» **Exercise objective**
Search the data for the word "Jalan" and copy every line where it occurs.

» **Stored data entries**
□ □ □ □

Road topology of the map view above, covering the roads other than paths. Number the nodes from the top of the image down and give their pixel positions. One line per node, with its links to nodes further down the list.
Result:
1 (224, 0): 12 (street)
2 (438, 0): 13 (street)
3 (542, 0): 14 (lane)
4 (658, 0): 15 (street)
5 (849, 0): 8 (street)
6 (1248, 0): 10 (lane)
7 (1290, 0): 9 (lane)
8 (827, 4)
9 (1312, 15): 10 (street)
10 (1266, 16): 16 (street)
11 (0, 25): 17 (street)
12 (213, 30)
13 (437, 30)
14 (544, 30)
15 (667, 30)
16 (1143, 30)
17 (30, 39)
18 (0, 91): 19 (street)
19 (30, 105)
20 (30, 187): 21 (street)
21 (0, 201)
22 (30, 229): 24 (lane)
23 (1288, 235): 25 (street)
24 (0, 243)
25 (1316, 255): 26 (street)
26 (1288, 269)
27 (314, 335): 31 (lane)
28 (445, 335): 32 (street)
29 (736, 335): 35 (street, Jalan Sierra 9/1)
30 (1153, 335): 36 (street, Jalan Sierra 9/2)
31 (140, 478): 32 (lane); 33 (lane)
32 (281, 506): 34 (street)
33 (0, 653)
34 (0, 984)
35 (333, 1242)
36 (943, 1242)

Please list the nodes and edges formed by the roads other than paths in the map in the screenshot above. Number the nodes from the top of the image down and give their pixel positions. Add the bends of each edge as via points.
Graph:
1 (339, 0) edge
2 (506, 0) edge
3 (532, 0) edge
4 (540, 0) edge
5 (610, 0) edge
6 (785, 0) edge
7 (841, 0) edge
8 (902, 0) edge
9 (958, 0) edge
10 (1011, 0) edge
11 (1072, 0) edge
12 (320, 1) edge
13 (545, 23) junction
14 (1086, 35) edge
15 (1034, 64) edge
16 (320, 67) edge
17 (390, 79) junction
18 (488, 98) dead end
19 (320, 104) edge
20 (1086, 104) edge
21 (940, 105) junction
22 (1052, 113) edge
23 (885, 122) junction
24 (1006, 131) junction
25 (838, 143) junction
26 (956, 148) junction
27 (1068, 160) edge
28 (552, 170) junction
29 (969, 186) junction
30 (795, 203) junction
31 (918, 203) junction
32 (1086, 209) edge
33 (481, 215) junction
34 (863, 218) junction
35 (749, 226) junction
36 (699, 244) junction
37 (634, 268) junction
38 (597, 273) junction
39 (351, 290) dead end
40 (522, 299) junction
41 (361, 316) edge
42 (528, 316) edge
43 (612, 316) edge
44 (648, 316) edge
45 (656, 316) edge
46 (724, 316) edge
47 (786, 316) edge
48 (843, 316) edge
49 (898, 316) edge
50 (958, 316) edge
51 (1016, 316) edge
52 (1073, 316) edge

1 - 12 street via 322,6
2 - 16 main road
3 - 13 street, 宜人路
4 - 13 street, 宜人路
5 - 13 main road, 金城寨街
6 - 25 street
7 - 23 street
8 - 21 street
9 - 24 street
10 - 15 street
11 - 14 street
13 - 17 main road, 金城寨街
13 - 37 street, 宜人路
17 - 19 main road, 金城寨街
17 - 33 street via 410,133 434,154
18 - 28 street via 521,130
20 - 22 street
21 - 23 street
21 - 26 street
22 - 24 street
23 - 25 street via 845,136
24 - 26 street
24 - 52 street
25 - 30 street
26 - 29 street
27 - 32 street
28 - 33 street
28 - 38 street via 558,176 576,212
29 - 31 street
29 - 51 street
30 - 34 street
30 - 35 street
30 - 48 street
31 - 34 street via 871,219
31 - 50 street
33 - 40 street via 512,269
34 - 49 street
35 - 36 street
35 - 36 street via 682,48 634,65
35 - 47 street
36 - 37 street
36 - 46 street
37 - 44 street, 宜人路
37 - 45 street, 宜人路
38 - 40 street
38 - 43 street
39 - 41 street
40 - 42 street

□ □ □ □

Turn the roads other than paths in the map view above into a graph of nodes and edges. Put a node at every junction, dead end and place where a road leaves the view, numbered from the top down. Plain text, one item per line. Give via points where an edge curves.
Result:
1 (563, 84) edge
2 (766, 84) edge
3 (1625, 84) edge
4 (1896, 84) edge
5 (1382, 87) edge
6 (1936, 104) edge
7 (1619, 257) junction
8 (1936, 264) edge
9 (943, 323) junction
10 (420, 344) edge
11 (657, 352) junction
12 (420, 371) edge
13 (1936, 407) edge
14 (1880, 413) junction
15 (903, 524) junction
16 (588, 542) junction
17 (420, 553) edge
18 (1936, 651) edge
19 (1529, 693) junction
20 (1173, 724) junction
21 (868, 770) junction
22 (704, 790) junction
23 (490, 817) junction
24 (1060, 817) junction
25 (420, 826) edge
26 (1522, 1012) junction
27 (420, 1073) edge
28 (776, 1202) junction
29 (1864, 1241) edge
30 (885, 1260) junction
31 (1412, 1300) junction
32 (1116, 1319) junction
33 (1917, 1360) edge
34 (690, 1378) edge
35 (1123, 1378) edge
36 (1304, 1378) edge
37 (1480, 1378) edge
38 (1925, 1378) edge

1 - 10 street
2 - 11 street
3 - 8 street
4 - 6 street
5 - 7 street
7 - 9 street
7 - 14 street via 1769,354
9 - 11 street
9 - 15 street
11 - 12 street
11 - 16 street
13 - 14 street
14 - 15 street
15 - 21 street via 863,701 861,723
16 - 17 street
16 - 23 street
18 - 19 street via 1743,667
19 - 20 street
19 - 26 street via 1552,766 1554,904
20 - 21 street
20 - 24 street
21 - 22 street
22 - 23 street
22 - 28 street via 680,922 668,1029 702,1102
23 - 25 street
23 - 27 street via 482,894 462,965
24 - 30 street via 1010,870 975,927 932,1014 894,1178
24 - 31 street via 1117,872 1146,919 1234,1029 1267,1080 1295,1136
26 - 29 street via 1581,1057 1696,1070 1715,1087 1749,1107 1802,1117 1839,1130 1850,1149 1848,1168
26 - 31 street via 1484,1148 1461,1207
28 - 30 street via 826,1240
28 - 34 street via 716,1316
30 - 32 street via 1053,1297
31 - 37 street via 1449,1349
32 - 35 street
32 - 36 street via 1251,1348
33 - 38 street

□ □ □ □

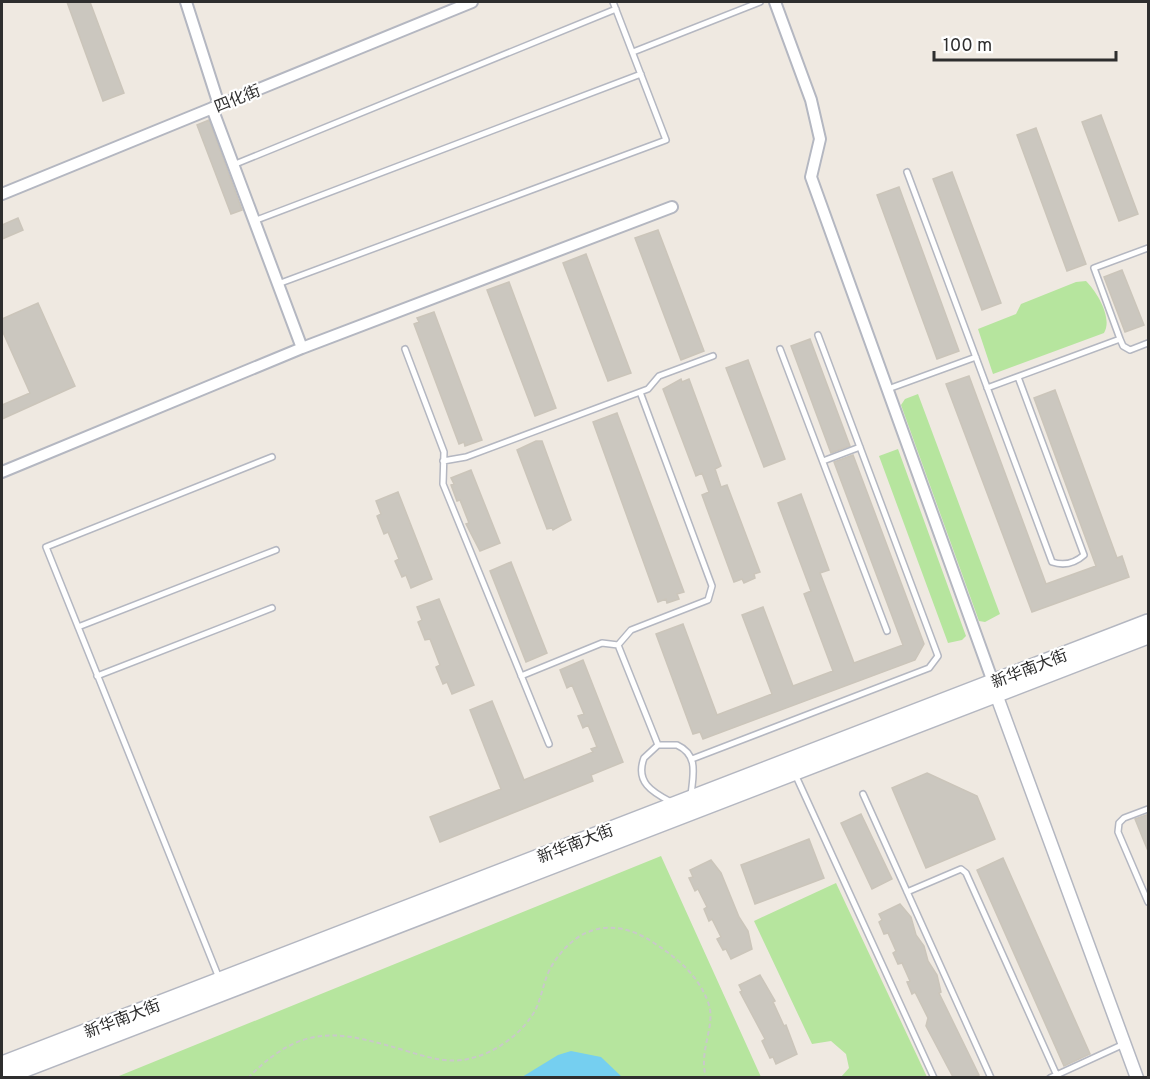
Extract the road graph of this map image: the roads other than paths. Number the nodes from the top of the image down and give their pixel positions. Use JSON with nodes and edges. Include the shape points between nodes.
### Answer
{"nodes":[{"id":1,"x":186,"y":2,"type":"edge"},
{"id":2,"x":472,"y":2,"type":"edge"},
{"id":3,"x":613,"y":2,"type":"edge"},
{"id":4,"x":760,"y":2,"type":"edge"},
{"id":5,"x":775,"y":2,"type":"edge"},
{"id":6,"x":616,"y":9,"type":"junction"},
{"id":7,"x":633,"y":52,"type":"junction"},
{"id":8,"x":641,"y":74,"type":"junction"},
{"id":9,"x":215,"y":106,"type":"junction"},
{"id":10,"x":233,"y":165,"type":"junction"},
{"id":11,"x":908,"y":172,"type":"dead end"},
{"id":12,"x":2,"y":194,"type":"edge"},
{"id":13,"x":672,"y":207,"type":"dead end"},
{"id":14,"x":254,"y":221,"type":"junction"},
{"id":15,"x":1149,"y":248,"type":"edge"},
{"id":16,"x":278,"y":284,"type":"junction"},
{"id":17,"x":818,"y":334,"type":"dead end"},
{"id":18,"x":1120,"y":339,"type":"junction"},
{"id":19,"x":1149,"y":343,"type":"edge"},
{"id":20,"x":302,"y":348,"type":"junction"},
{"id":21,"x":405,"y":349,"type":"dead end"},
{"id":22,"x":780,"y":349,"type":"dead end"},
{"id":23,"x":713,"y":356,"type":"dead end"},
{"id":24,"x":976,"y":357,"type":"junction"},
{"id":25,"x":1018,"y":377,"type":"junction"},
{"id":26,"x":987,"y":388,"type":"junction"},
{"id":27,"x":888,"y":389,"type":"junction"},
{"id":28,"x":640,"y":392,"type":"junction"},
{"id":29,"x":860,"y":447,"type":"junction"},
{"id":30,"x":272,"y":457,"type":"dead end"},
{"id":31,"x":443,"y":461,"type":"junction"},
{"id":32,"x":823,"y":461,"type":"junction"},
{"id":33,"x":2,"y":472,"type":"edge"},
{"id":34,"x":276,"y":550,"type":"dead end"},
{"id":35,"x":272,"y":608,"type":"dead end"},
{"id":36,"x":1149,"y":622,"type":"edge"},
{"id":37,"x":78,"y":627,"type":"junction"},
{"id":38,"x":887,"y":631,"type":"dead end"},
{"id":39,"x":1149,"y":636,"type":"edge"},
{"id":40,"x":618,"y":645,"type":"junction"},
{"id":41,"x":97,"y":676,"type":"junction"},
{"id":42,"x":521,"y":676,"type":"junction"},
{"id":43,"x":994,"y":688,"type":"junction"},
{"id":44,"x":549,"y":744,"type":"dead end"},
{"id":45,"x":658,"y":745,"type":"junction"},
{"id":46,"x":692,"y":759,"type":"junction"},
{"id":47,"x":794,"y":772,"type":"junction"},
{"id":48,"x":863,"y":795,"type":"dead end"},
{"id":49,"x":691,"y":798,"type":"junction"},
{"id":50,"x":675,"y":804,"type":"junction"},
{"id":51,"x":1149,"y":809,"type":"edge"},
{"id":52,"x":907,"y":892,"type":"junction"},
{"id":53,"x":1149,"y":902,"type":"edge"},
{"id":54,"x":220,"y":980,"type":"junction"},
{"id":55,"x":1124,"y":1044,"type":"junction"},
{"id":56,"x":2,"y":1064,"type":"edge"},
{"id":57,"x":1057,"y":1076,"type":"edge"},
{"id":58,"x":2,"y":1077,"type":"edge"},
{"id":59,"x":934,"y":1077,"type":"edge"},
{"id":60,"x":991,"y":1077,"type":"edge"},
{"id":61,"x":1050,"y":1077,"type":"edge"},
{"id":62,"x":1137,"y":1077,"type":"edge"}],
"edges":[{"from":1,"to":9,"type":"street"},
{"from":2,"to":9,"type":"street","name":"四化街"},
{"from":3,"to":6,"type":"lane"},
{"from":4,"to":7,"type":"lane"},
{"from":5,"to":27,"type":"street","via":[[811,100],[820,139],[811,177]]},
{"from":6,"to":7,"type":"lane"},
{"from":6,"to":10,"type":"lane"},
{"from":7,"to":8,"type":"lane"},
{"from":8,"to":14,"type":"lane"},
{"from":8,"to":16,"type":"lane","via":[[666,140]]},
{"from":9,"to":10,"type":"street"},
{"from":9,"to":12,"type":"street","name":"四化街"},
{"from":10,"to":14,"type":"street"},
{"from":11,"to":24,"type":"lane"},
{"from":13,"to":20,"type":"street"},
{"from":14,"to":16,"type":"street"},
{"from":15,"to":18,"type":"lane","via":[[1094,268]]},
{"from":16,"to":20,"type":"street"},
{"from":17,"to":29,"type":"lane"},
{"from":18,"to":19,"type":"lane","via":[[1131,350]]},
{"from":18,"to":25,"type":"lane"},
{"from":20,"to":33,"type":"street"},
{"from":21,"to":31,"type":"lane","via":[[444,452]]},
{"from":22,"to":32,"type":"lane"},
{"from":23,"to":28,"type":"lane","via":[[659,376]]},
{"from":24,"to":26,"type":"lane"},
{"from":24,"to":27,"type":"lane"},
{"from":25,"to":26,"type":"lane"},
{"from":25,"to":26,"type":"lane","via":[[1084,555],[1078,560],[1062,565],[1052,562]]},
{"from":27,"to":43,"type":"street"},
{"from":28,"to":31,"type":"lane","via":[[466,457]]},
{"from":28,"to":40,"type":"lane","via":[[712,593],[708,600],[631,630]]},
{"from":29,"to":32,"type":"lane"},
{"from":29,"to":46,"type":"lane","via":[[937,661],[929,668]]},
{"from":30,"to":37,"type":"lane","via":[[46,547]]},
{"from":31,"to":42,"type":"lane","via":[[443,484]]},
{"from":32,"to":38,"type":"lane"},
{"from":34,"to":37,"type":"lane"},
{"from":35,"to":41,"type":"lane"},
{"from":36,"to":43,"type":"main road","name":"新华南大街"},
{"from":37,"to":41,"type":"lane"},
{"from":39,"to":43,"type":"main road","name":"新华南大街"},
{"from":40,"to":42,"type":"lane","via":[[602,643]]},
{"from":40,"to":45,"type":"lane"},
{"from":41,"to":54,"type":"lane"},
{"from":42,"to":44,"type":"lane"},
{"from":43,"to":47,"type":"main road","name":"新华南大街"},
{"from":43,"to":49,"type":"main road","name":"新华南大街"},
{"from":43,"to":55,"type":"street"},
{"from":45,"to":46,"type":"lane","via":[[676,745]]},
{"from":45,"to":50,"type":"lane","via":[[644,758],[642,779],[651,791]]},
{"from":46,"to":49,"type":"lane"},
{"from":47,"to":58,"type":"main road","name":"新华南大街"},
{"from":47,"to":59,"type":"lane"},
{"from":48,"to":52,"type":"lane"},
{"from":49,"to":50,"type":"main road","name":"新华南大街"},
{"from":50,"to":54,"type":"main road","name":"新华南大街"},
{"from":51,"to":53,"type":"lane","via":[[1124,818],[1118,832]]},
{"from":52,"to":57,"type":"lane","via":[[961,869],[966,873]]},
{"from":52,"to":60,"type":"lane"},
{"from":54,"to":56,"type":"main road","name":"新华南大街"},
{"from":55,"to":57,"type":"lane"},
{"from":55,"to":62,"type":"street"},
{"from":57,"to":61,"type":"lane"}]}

□ □ □ □

» **Exercise output**
29 (736, 335): 35 (street, Jalan Sierra 9/1)
30 (1153, 335): 36 (street, Jalan Sierra 9/2)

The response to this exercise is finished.